### EXERCISE AIM
Select and reproduce each line of the listing below that bears the string "roads".
*** RECORDS SUPPLIED Section Begins ***
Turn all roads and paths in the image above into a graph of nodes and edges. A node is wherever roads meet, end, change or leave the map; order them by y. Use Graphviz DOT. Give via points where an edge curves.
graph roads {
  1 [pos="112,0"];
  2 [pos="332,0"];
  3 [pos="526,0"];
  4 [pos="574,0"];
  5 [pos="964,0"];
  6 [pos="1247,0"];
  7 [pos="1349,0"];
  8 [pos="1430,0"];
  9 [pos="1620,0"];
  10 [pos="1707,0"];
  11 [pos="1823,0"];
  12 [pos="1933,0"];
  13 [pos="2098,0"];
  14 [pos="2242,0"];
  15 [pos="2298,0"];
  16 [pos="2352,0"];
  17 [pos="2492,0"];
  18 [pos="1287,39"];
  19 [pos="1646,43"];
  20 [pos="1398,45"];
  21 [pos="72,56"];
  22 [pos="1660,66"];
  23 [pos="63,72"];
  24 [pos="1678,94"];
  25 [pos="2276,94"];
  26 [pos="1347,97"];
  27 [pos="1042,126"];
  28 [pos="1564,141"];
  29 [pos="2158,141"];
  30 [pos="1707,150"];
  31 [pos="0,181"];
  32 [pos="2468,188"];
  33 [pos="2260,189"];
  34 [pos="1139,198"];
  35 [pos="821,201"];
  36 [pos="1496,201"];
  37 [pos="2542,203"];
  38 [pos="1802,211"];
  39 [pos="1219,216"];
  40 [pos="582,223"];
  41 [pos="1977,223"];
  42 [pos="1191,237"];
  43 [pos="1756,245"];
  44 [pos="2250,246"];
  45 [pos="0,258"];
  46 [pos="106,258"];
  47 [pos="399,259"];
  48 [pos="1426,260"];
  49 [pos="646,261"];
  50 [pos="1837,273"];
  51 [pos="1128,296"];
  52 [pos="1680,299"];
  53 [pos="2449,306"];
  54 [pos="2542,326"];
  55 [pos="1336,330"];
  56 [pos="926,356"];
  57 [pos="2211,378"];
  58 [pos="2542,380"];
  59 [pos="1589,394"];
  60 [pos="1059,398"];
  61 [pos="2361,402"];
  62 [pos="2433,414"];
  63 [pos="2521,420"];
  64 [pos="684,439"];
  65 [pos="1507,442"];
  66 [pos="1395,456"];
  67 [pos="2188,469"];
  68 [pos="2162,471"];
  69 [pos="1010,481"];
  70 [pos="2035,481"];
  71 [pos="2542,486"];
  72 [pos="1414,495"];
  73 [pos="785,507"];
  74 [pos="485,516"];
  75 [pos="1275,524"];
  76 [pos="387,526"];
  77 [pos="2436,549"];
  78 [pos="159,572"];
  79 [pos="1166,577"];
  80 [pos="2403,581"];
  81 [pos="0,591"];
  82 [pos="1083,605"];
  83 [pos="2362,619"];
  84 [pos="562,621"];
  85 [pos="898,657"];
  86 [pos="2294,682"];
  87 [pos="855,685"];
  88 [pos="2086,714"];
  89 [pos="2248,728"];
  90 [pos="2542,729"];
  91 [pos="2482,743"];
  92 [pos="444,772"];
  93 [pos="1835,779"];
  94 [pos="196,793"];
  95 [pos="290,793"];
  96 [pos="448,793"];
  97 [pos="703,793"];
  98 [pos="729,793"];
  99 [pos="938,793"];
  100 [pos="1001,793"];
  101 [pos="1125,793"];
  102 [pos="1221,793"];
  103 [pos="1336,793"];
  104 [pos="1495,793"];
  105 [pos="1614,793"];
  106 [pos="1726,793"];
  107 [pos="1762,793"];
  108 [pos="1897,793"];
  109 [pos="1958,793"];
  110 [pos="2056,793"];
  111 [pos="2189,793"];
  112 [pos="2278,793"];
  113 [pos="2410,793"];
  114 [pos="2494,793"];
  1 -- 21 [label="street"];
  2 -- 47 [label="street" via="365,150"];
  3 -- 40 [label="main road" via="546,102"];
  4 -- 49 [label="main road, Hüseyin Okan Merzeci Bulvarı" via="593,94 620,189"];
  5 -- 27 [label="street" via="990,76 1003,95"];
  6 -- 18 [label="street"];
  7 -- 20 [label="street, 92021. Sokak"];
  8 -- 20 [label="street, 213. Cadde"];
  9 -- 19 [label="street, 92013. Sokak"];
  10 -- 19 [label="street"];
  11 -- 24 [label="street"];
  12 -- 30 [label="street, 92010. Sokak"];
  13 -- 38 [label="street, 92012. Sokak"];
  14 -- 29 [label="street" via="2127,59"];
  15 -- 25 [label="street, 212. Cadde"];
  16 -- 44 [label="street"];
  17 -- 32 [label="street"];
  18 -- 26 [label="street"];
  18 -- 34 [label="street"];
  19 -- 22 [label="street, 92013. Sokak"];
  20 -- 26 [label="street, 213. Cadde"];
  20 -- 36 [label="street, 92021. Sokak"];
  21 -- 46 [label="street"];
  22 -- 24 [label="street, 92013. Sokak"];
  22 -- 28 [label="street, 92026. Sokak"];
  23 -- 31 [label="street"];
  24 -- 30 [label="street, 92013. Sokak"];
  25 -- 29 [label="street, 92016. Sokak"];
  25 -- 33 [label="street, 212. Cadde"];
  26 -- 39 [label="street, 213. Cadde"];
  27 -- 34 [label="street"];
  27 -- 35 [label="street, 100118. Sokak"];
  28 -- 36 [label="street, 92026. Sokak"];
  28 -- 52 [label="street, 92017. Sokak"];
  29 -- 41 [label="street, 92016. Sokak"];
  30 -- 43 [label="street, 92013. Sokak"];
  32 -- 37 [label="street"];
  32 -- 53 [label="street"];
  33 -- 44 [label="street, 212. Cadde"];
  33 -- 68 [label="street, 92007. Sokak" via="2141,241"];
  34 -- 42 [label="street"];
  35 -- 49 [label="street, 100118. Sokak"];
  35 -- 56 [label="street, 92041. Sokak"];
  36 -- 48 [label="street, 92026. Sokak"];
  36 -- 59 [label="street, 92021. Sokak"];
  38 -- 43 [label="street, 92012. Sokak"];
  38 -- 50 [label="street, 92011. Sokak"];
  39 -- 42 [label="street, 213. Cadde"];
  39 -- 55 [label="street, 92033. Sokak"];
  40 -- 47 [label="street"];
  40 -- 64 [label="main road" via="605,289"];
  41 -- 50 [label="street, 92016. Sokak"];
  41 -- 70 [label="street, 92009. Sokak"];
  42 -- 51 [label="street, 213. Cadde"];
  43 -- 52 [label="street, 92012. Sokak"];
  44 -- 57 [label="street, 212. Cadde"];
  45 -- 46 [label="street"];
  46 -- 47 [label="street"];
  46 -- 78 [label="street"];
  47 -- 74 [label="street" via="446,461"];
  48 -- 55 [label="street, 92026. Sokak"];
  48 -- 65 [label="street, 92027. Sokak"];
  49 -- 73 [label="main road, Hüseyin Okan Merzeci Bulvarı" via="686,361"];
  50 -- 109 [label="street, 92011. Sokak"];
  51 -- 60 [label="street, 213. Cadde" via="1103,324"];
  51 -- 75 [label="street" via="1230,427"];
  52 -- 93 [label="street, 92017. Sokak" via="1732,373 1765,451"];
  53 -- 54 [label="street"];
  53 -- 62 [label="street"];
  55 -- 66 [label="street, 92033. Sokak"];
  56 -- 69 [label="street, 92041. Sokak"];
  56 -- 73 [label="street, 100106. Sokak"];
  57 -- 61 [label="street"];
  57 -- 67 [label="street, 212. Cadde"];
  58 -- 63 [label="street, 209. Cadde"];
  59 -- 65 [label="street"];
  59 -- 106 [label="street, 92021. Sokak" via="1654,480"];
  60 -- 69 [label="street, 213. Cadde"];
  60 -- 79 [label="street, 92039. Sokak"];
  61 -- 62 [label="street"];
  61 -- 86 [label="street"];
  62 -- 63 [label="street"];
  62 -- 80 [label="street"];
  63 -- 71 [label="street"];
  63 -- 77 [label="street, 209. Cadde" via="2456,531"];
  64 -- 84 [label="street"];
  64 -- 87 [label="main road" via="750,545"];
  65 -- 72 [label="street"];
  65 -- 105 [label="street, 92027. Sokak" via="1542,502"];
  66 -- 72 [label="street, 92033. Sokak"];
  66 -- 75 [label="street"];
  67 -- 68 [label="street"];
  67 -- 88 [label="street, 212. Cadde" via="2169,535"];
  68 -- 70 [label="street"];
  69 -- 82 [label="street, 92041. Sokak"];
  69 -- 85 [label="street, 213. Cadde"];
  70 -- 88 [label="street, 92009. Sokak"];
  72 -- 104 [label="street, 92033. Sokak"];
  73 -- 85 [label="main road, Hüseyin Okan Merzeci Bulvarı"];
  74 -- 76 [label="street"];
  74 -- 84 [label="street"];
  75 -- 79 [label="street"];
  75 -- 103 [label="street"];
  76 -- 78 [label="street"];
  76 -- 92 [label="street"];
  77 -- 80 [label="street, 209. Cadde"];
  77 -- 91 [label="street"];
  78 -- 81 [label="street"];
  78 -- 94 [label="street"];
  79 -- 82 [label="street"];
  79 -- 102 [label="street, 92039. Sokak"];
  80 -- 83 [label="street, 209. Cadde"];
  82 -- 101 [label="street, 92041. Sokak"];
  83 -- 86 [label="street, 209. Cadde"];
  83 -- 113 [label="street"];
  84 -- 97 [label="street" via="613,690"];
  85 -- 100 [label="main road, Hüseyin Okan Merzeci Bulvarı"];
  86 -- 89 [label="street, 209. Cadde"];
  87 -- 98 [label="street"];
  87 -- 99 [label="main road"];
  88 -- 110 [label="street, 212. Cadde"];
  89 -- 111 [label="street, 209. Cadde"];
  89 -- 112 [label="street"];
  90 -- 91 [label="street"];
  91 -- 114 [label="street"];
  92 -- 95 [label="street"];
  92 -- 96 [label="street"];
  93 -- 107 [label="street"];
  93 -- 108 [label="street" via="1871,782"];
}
*** RECORDS SUPPLIED Section Ends ***
### SOLUTION FOR THIS PROBLEM
Turn all roads and paths in the image above into a graph of nodes and edges. A node is wherever roads meet, end, change or leave the map; order them by y. Use Graphviz DOT. Give via points where an edge curves.
graph roads {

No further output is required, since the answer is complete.